§ Task brief
Look for "Drive" in each line of the entries, and return the matching lines.

§ Data for processing
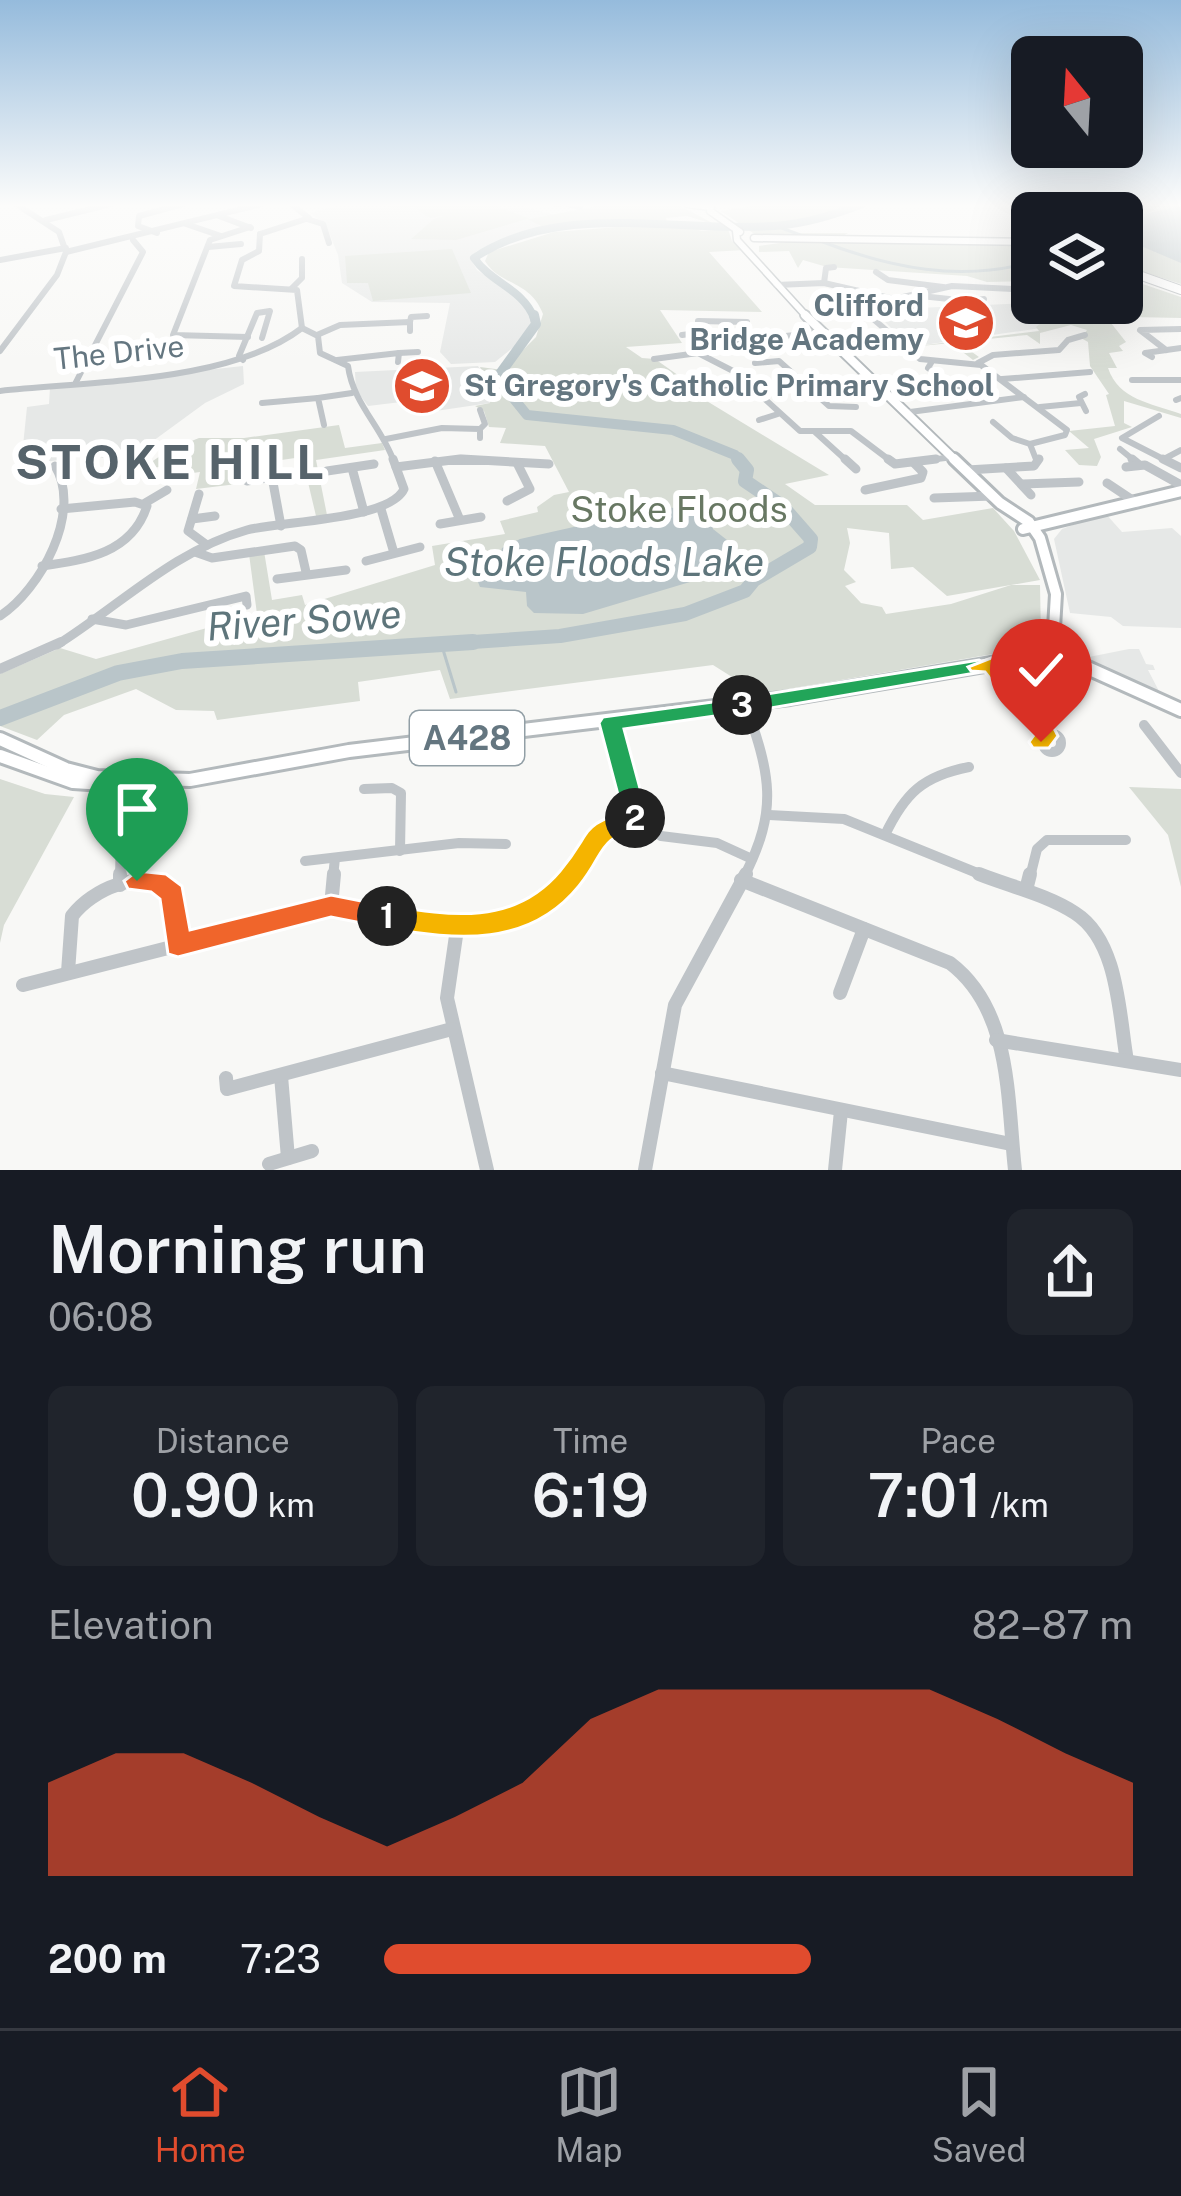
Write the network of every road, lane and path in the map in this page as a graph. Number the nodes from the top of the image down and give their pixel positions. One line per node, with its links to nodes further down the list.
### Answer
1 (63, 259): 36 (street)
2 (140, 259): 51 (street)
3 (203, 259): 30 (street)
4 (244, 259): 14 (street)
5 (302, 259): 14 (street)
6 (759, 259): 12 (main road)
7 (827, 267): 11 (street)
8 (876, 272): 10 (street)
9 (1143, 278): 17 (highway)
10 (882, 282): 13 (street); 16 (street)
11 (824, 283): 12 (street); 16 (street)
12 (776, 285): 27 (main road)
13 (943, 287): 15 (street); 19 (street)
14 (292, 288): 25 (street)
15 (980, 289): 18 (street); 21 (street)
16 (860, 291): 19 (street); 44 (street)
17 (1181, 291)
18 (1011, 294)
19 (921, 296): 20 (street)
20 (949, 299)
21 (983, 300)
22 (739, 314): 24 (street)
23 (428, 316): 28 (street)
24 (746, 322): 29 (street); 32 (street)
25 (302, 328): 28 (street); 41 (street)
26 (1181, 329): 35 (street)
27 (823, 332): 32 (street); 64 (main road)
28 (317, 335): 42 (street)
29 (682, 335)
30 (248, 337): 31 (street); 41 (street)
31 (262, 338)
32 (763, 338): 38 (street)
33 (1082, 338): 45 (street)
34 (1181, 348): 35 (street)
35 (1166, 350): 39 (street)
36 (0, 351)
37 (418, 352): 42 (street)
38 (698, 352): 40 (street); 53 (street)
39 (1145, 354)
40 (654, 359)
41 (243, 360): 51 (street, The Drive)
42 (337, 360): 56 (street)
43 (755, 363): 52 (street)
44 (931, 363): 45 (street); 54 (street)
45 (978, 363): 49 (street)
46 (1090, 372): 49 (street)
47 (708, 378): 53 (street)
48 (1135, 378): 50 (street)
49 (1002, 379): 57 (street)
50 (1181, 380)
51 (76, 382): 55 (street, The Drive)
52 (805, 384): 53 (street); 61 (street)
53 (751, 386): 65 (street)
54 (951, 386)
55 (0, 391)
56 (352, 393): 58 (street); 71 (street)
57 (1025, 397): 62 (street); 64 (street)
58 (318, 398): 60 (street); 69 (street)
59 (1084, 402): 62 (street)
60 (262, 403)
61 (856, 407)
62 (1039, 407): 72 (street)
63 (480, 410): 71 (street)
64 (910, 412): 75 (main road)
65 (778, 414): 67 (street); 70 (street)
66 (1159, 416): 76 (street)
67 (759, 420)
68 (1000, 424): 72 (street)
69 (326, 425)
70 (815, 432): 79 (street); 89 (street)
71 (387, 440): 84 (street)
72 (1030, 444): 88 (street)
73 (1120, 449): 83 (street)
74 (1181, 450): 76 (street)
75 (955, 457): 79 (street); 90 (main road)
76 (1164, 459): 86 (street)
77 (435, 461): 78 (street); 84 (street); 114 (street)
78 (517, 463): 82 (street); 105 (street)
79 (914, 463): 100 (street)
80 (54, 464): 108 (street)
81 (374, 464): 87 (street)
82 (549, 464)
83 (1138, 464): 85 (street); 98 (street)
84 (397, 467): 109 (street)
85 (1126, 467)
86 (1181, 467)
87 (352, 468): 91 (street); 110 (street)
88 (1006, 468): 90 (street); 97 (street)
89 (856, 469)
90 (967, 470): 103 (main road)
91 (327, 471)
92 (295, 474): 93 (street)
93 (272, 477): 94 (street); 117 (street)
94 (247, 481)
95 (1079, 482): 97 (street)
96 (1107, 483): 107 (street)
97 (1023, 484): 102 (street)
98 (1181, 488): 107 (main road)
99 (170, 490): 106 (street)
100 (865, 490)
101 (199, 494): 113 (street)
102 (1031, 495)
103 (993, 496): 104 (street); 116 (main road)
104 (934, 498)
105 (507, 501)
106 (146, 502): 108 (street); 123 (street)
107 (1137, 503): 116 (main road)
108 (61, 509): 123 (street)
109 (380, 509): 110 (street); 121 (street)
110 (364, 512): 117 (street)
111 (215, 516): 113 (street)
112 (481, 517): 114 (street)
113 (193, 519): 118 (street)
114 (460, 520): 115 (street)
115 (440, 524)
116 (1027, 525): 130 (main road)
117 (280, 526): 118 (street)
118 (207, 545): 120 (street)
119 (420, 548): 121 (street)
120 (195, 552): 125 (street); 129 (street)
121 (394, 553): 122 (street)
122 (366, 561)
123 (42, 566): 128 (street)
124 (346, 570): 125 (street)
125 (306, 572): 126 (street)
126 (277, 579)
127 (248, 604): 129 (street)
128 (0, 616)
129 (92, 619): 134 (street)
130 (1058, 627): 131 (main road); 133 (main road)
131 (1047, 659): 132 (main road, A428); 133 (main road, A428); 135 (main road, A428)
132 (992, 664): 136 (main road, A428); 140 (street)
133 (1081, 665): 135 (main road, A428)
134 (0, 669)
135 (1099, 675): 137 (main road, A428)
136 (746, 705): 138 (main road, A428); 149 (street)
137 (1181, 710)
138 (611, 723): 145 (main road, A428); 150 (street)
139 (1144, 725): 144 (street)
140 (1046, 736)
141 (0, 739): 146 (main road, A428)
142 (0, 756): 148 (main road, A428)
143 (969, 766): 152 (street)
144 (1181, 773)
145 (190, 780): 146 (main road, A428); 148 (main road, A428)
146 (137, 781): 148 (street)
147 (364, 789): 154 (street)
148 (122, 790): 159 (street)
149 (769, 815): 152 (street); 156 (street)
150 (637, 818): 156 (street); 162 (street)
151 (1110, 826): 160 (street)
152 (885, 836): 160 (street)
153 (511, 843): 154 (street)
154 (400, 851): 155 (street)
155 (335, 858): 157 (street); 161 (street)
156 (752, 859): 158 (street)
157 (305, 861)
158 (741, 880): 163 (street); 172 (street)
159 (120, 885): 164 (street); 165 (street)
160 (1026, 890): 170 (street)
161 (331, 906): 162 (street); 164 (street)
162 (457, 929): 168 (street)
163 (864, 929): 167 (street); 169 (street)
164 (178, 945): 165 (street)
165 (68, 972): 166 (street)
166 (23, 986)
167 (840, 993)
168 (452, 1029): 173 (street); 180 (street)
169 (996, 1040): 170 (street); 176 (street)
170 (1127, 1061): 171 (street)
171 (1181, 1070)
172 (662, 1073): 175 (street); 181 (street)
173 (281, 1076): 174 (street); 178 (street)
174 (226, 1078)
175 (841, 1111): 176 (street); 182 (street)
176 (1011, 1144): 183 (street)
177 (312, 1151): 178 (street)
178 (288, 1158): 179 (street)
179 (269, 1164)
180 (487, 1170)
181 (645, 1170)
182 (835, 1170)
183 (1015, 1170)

§ Answer section
41 (243, 360): 51 (street, The Drive)
51 (76, 382): 55 (street, The Drive)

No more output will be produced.